[[ Data extract open ]]

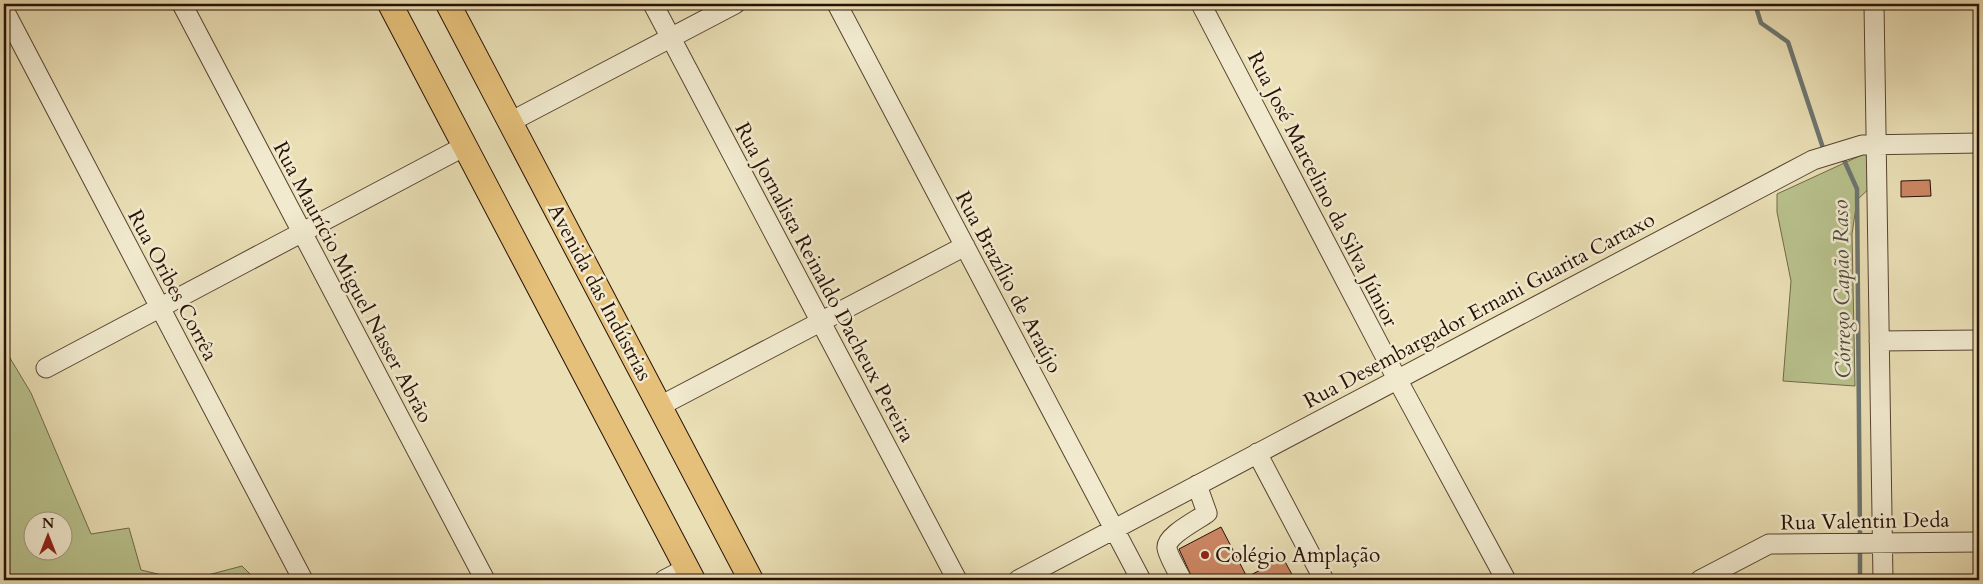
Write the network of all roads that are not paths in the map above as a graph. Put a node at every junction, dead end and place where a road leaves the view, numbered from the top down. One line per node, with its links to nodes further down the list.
1 (182, 4): 15 (street, Rua Maurício Miguel Nasser Abrão)
2 (390, 4): 14 (main road)
3 (448, 4): 11 (main road, Avenida das Indústrias)
4 (654, 4): 10 (street, Rua Jornalista Reinaldo Dacheux Pereira)
5 (735, 4): 10 (street)
6 (837, 4): 16 (street, Rua Brazílio de Araújo)
7 (1201, 4): 22 (street, Rua José Marcelino da Silva Júnior)
8 (1874, 4): 13 (street)
9 (4, 10): 17 (street, Rua Oribes Corrêa)
10 (671, 37): 11 (street); 18 (street, Rua Jornalista Reinaldo Dacheux Pereira)
11 (510, 122): 23 (main road, Avenida das Indústrias)
12 (1979, 143): 13 (street, Rua Desembargador Ernani Guarita Cartaxo)
13 (1876, 144): 20 (street); 22 (street, Rua Desembargador Ernani Guarita Cartaxo)
14 (465, 146): 15 (street); 29 (main road)
15 (302, 232): 17 (street); 31 (street, Rua Maurício Miguel Nasser Abrão)
16 (965, 246): 18 (street); 26 (street, Rua Brazílio de Araújo)
17 (160, 308): 21 (street); 30 (street, Rua Oribes Corrêa)
18 (821, 322): 23 (street); 34 (street, Rua Jornalista Reinaldo Dacheux Pereira)
19 (1979, 340): 20 (street)
20 (1879, 341): 28 (street)
21 (46, 368)
22 (1397, 379): 24 (street, Rua Desembargador Ernani Guarita Cartaxo); 39 (street, Rua José Marcelino da Silva Júnior)
23 (660, 406): 33 (main road, Avenida das Indústrias)
24 (1258, 453): 25 (street, Rua Desembargador Ernani Guarita Cartaxo); 38 (street)
25 (1197, 485): 26 (street, Rua Desembargador Ernani Guarita Cartaxo); 37 (street)
26 (1114, 529): 35 (street, Rua Desembargador Ernani Guarita Cartaxo); 36 (street, Rua Brazílio de Araújo)
27 (1979, 542): 28 (street, Rua Valentin Deda)
28 (1876, 543): 40 (street, Rua Valentin Deda); 41 (street)
29 (690, 574): 32 (street)
30 (303, 580)
31 (485, 580)
32 (664, 580)
33 (752, 580)
34 (957, 580)
35 (1018, 580)
36 (1141, 580)
37 (1182, 580)
38 (1324, 580)
39 (1506, 580)
40 (1700, 580)
41 (1883, 580)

[[ Data extract closed ]]

**What needs to be done**
Without the pictures, restate all of the entries word for word.

**Answer to this exercise**
Write the network of all roads that are not paths in the map above as a graph. Put a node at every junction, dead end and place where a road leaves the view, numbered from the top down. One line per node, with its links to nodes further down the list.
1 (182, 4): 15 (street, Rua Maurício Miguel Nasser Abrão)
2 (390, 4): 14 (main road)
3 (448, 4): 11 (main road, Avenida das Indústrias)
4 (654, 4): 10 (street, Rua Jornalista Reinaldo Dacheux Pereira)
5 (735, 4): 10 (street)
6 (837, 4): 16 (street, Rua Brazílio de Araújo)
7 (1201, 4): 22 (street, Rua José Marcelino da Silva Júnior)
8 (1874, 4): 13 (street)
9 (4, 10): 17 (street, Rua Oribes Corrêa)
10 (671, 37): 11 (street); 18 (street, Rua Jornalista Reinaldo Dacheux Pereira)
11 (510, 122): 23 (main road, Avenida das Indústrias)
12 (1979, 143): 13 (street, Rua Desembargador Ernani Guarita Cartaxo)
13 (1876, 144): 20 (street); 22 (street, Rua Desembargador Ernani Guarita Cartaxo)
14 (465, 146): 15 (street); 29 (main road)
15 (302, 232): 17 (street); 31 (street, Rua Maurício Miguel Nasser Abrão)
16 (965, 246): 18 (street); 26 (street, Rua Brazílio de Araújo)
17 (160, 308): 21 (street); 30 (street, Rua Oribes Corrêa)
18 (821, 322): 23 (street); 34 (street, Rua Jornalista Reinaldo Dacheux Pereira)
19 (1979, 340): 20 (street)
20 (1879, 341): 28 (street)
21 (46, 368)
22 (1397, 379): 24 (street, Rua Desembargador Ernani Guarita Cartaxo); 39 (street, Rua José Marcelino da Silva Júnior)
23 (660, 406): 33 (main road, Avenida das Indústrias)
24 (1258, 453): 25 (street, Rua Desembargador Ernani Guarita Cartaxo); 38 (street)
25 (1197, 485): 26 (street, Rua Desembargador Ernani Guarita Cartaxo); 37 (street)
26 (1114, 529): 35 (street, Rua Desembargador Ernani Guarita Cartaxo); 36 (street, Rua Brazílio de Araújo)
27 (1979, 542): 28 (street, Rua Valentin Deda)
28 (1876, 543): 40 (street, Rua Valentin Deda); 41 (street)
29 (690, 574): 32 (street)
30 (303, 580)
31 (485, 580)
32 (664, 580)
33 (752, 580)
34 (957, 580)
35 (1018, 580)
36 (1141, 580)
37 (1182, 580)
38 (1324, 580)
39 (1506, 580)
40 (1700, 580)
41 (1883, 580)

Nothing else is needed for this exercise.